Note – Similarly, compression at other sites can also be ruled out by tapping on the sites. For example, If tapping on the supracondylar spur worsens the tingling sensation, compression is at the spur.

There is a condition known as “Double Crush Syndrome”. In this syndrome, the nerve gets trapped at both or multiple locations. Therefore, a thorough examination becomes necessary. Nerve conduction tests, Physical examinations, and advanced imaging examinations are important to have an accurate diagnosis.

Pronator Teres Syndrome Treatment

At first, everyone goes for the conservative treatment as this includes rest, ice, splints, modification of activities that aggravate the symptoms, NSAIDs.

Rest  

As it becomes important to take a rest for some days and avoid using the affected arm for repetitive grasping and forceful pronation movement of the forearm. This is the most important aspect of the treatment, as repetitive movements will aggravate the symptoms. Instead, modify the activities that aggravate the symptoms.

In severe cases of pronator syndrome, an elbow splint can be used to maintain 90 degrees of flexion with the forearm in mid-rotation. The elbow splint provides rest and support to the elbow when it is bent and the forearm in neutral (or mid-rotation) position.

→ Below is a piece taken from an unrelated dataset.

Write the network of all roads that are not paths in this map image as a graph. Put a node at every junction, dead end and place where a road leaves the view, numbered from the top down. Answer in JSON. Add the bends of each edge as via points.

In addition, it prevents much movement and thus helps in preventing further compression of the nerve. The splint should be worn all the time for approximately two weeks and would be taken off for a range of motion activities.

Ice 

The application of ice helps in decreasing pain and swelling. You may find relief from pain and swelling by applying an ice massage or ice pack directly over the pronator teres muscle.

Pain killers and NSAIDs

They help decrease pain and swelling, as they are used for the symptomatic treatment (pain relief) of the pronator teres syndrome.

Physiotherapy Treatment 

Physiotherapy treatment includes modalities, therapeutic exercises, stretching, myofascial release, and Kinesio taping.

Modalities

Electrotherapy modalities such as ultrasound and TENS have shown benefits in the treatment of pronator teres syndrome. For example, a study has shown that the application of pulsed ultrasound daily for 15 minutes has shown benefits in reducing medial nerve compression (frequency – 1 MHz; intensity – 1 watt/cm).

Stretching and Myofascial Release and Kinesio taping.

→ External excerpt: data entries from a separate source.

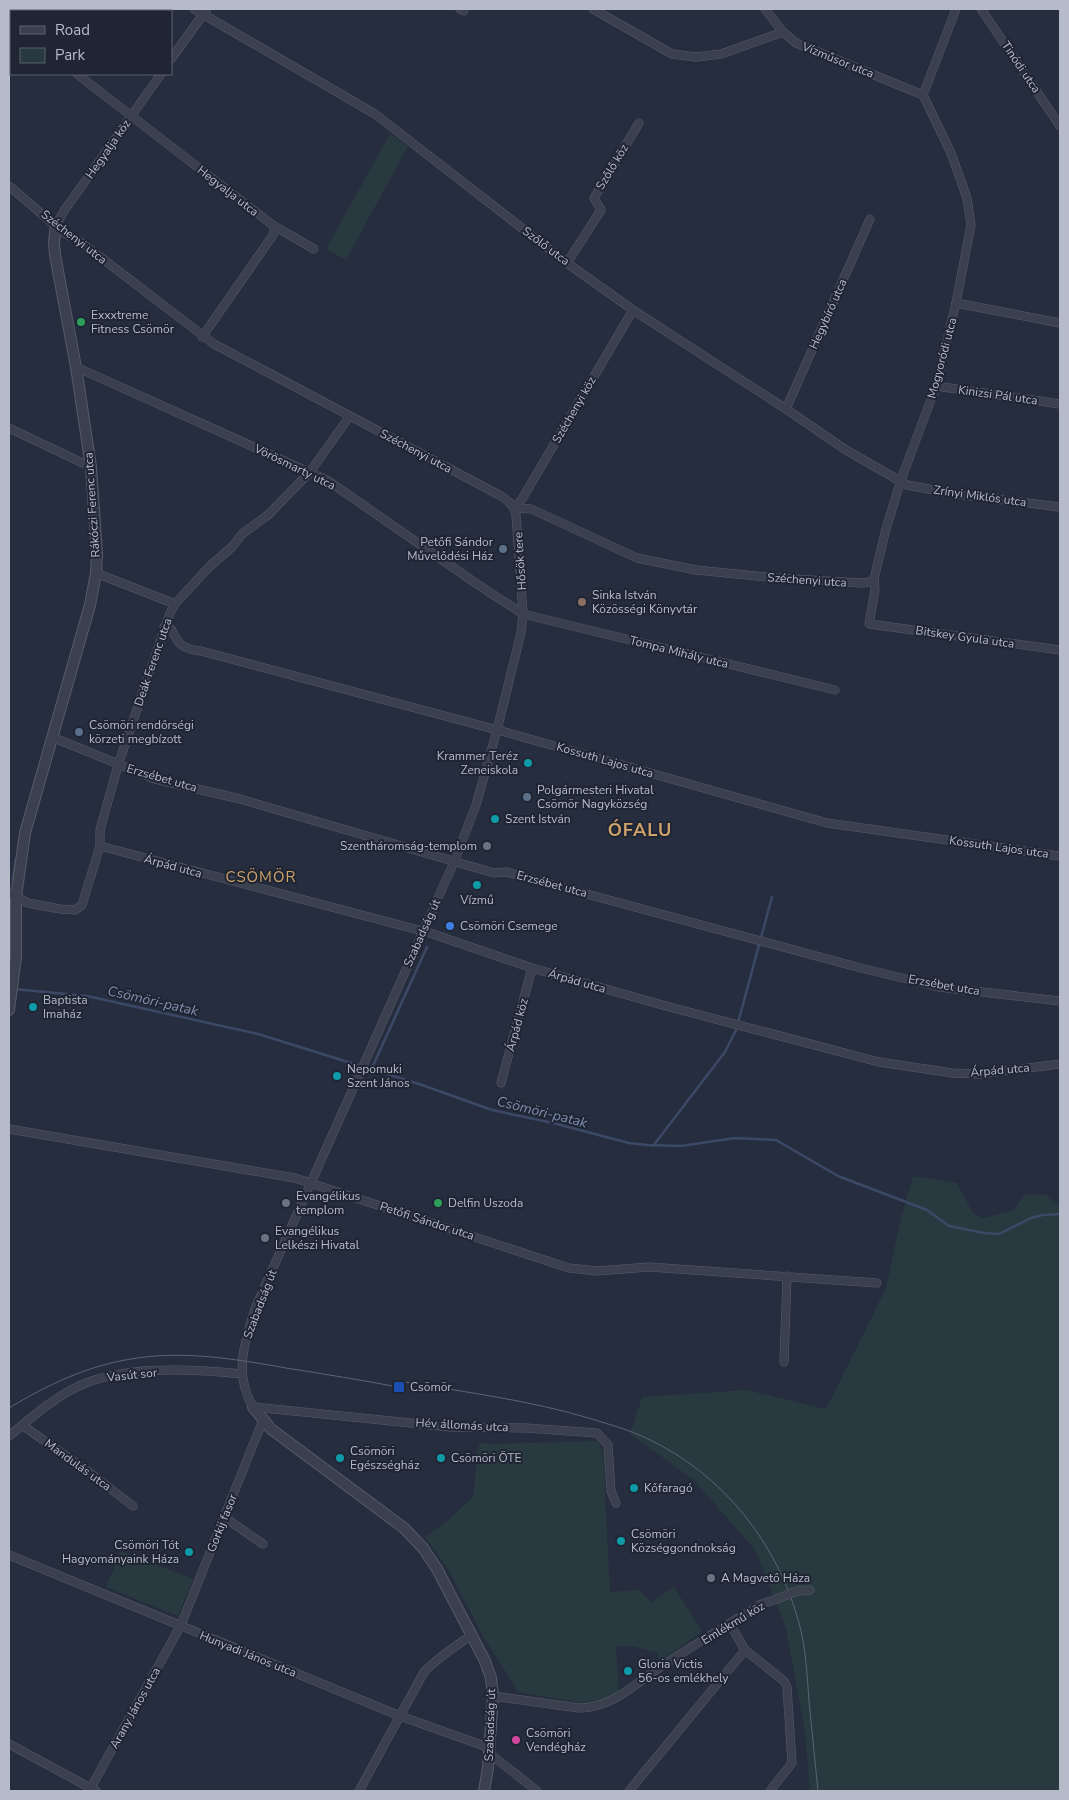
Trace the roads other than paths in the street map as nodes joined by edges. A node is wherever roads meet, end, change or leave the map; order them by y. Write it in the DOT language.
graph roads {
  1 [pos="194,9"];
  2 [pos="593,9"];
  3 [pos="764,9"];
  4 [pos="956,9"];
  5 [pos="981,9"];
  6 [pos="205,11"];
  7 [pos="783,32"];
  8 [pos="172,58"];
  9 [pos="78,75"];
  10 [pos="160,75"];
  11 [pos="923,95"];
  12 [pos="131,116"];
  13 [pos="639,123"];
  14 [pos="1060,126"];
  15 [pos="9,186"];
  16 [pos="870,219"];
  17 [pos="56,225"];
  18 [pos="274,226"];
  19 [pos="314,249"];
  20 [pos="567,263"];
  21 [pos="956,303"];
  22 [pos="632,310"];
  23 [pos="1060,323"];
  24 [pos="202,337"];
  25 [pos="76,366"];
  26 [pos="936,386"];
  27 [pos="1060,404"];
  28 [pos="786,409"];
  29 [pos="349,417"];
  30 [pos="9,428"];
  31 [pos="91,468"];
  32 [pos="310,472"];
  33 [pos="901,480"];
  34 [pos="1060,507"];
  35 [pos="514,508"];
  36 [pos="96,573"];
  37 [pos="874,579"];
  38 [pos="176,604"];
  39 [pos="524,614"];
  40 [pos="870,624"];
  41 [pos="164,627"];
  42 [pos="1060,650"];
  43 [pos="835,690"];
  44 [pos="497,730"];
  45 [pos="52,737"];
  46 [pos="118,765"];
  47 [pos="100,846"];
  48 [pos="1060,856"];
  49 [pos="454,862"];
  50 [pos="12,895"];
  51 [pos="422,932"];
  52 [pos="532,968"];
  53 [pos="1060,1001"];
  54 [pos="9,1010"];
  55 [pos="1060,1064"];
  56 [pos="501,1083"];
  57 [pos="9,1129"];
  58 [pos="310,1183"];
  59 [pos="787,1276"];
  60 [pos="877,1283"];
  61 [pos="784,1362"];
  62 [pos="242,1374"];
  63 [pos="253,1407"];
  64 [pos="263,1420"];
  65 [pos="22,1425"];
  66 [pos="9,1436"];
  67 [pos="616,1503"];
  68 [pos="133,1506"];
  69 [pos="224,1517"];
  70 [pos="263,1544"];
  71 [pos="9,1555"];
  72 [pos="810,1590"];
  73 [pos="730,1624"];
  74 [pos="180,1626"];
  75 [pos="472,1635"];
  76 [pos="745,1650"];
  77 [pos="493,1696"];
  78 [pos="400,1716"];
  79 [pos="9,1744"];
  80 [pos="489,1750"];
  81 [pos="92,1790"];
  82 [pos="359,1791"];
  83 [pos="484,1791"];
  84 [pos="536,1791"];
  85 [pos="629,1791"];
  86 [pos="770,1791"];
  1 -- 6 [label="street, Szőlő utca"];
  2 -- 7 [label="street"];
  3 -- 7 [label="street, Vízműsor utca"];
  4 -- 11 [label="street"];
  5 -- 14 [label="street, Tinódi utca"];
  6 -- 8 [label="street"];
  6 -- 20 [label="street, Szőlő utca"];
  7 -- 11 [label="street, Vízműsor utca"];
  9 -- 12 [label="street, Hegyalja utca"];
  10 -- 12 [label="street, Hegyalja köz"];
  11 -- 21 [label="street, Mogyoródi utca"];
  12 -- 17 [label="street, Hegyalja köz"];
  12 -- 18 [label="street, Hegyalja utca"];
  13 -- 20 [label="street, Szőlő köz"];
  15 -- 17 [label="street, Széchenyi utca"];
  16 -- 28 [label="street, Hegybíró utca"];
  17 -- 24 [label="street, Széchenyi utca"];
  17 -- 25 [label="street, Rákóczi Ferenc utca"];
  18 -- 19 [label="street, Hegyalja utca"];
  18 -- 24 [label="street"];
  20 -- 22 [label="street, Szőlő utca"];
  21 -- 23 [label="street"];
  21 -- 26 [label="street, Mogyoródi utca"];
  22 -- 28 [label="street, Szőlő utca"];
  22 -- 35 [label="street, Széchenyi köz"];
  24 -- 29 [label="street, Széchenyi utca"];
  25 -- 31 [label="street, Rákóczi Ferenc utca"];
  25 -- 32 [label="street, Vörösmarty utca"];
  26 -- 27 [label="street, Kinizsi Pál utca"];
  26 -- 33 [label="street, Mogyoródi utca"];
  28 -- 33 [label="street, Szőlő utca"];
  29 -- 32 [label="street, Deák Ferenc utca"];
  29 -- 35 [label="street, Széchenyi utca"];
  30 -- 31 [label="street"];
  31 -- 36 [label="street, Rákóczi Ferenc utca"];
  32 -- 38 [label="street, Deák Ferenc utca"];
  32 -- 39 [label="street, Vörösmarty utca"];
  33 -- 34 [label="street, Zrínyi Miklós utca"];
  33 -- 37 [label="street, Mogyoródi utca"];
  35 -- 37 [label="street, Széchenyi utca"];
  35 -- 39 [label="street, Hősök tere"];
  36 -- 38 [label="street"];
  36 -- 45 [label="street, Rákóczi Ferenc utca"];
  37 -- 40 [label="street, Mogyoródi utca"];
  38 -- 41 [label="street, Deák Ferenc utca"];
  39 -- 43 [label="street, Tompa Mihály utca"];
  39 -- 44 [label="street, Szabadság út"];
  40 -- 42 [label="street, Bitskey Gyula utca"];
  41 -- 44 [label="street, Kossuth Lajos utca"];
  41 -- 46 [label="street, Deák Ferenc utca"];
  44 -- 48 [label="street, Kossuth Lajos utca"];
  44 -- 49 [label="street, Szabadság út"];
  45 -- 46 [label="street, Erzsébet utca"];
  45 -- 50 [label="street, Rákóczi Ferenc utca"];
  46 -- 47 [label="street, Deák Ferenc utca"];
  46 -- 49 [label="street, Erzsébet utca"];
  47 -- 50 [label="street, Deák Ferenc utca"];
  47 -- 51 [label="street, Árpád utca"];
  49 -- 51 [label="street, Szabadság út"];
  49 -- 53 [label="street, Erzsébet utca"];
  50 -- 54 [label="street, Rákóczi Ferenc utca"];
  51 -- 52 [label="street, Árpád utca"];
  51 -- 58 [label="street, Szabadság út"];
  52 -- 55 [label="street, Árpád utca"];
  52 -- 56 [label="street, Árpád köz"];
  57 -- 58 [label="street, Petőfi Sándor utca"];
  58 -- 59 [label="street, Petőfi Sándor utca"];
  58 -- 62 [label="street, Szabadság út"];
  59 -- 60 [label="street, Petőfi Sándor utca"];
  59 -- 61 [label="street"];
  62 -- 63 [label="street, Szabadság út"];
  62 -- 65 [label="street, Vasút sor"];
  63 -- 64 [label="street, Szabadság út"];
  63 -- 67 [label="street, Hév állomás utca"];
  64 -- 69 [label="street, Gorkij fasor"];
  64 -- 75 [label="street, Szabadság út"];
  65 -- 66 [label="street, Vasút sor"];
  65 -- 68 [label="street, Mandulás utca"];
  69 -- 70 [label="street"];
  69 -- 74 [label="street, Gorkij fasor"];
  71 -- 74 [label="street, Hunyadi János utca"];
  72 -- 73 [label="street, Emlékmű köz, bridge"];
  73 -- 76 [label="street"];
  73 -- 77 [label="street, Emlékmű köz"];
  74 -- 78 [label="street, Hunyadi János utca"];
  74 -- 81 [label="street, Arany János utca"];
  75 -- 77 [label="street, Szabadság út"];
  75 -- 78 [label="street"];
  76 -- 85 [label="street"];
  76 -- 86 [label="street"];
  77 -- 80 [label="street, Szabadság út"];
  78 -- 80 [label="street, Hunyadi János utca"];
  78 -- 82 [label="street"];
  79 -- 81 [label="street"];
  80 -- 83 [label="street, Szabadság út"];
  80 -- 84 [label="street, Hunyadi János utca"];
}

It is important to have a good clinical judgment in deciding at which point performing the soft tissue mobilization cancels out the risks of symptoms aggravation.

When the symptoms are no longer severe, you can perform soft tissue mobilization, which includes stretching and myofascial release of the hypertonic pronator teres and wrist flexor muscles. Kinesio taping also provides relief in the symptoms of pronator teres syndrome.

One study has shown that 50% of pronator teres syndrome patients reported relief within four months after receiving conservative treatment. Surgical decompression of the median nerve is considered when conservative treatment gets fails i.e., rarely indicated.